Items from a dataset
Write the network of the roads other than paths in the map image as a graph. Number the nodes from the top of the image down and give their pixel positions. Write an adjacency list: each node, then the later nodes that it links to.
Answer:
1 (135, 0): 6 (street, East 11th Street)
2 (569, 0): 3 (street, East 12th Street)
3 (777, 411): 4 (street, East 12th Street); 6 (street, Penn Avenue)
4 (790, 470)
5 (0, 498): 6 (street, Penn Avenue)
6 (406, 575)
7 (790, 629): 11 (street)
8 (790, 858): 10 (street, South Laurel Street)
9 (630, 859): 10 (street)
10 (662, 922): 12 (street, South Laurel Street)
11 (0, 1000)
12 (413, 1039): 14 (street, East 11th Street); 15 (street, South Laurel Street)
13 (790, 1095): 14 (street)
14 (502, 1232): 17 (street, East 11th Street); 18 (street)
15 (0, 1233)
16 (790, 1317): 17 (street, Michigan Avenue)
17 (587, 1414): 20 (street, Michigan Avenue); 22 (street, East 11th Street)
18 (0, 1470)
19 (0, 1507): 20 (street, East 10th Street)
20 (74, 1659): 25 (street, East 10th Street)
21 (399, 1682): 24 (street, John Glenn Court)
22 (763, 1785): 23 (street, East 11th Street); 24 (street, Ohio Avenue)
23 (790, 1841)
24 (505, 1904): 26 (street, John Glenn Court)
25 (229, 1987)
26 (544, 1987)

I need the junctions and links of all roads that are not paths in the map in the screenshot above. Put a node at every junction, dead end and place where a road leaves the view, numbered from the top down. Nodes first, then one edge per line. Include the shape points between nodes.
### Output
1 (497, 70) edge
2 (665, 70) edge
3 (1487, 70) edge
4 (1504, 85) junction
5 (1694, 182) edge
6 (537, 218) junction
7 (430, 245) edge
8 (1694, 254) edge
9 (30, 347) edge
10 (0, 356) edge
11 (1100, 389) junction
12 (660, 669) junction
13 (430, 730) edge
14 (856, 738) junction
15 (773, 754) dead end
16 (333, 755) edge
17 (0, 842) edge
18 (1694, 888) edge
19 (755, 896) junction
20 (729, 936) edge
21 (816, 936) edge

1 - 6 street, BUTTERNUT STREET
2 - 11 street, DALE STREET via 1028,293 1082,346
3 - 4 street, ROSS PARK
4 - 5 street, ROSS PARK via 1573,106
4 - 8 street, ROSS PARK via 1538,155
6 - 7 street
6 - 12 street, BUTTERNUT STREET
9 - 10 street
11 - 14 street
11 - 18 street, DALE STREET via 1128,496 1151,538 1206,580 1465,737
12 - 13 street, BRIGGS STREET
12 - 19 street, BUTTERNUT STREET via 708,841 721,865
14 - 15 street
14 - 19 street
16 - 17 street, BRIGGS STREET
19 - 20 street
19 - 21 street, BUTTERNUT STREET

Task brief:
Wherever the word "that" occurs in the data above, copy the line it sits in.

Final answer:
Write the network of the roads other than paths in the map image as a graph. Number the nodes from the top of the image down and give their pixel positions. Write an adjacency list: each node, then the later nodes that it links to.
I need the junctions and links of all roads that are not paths in the map in the screenshot above. Put a node at every junction, dead end and place where a road leaves the view, numbered from the top down. Nodes first, then one edge per line. Include the shape points between nodes.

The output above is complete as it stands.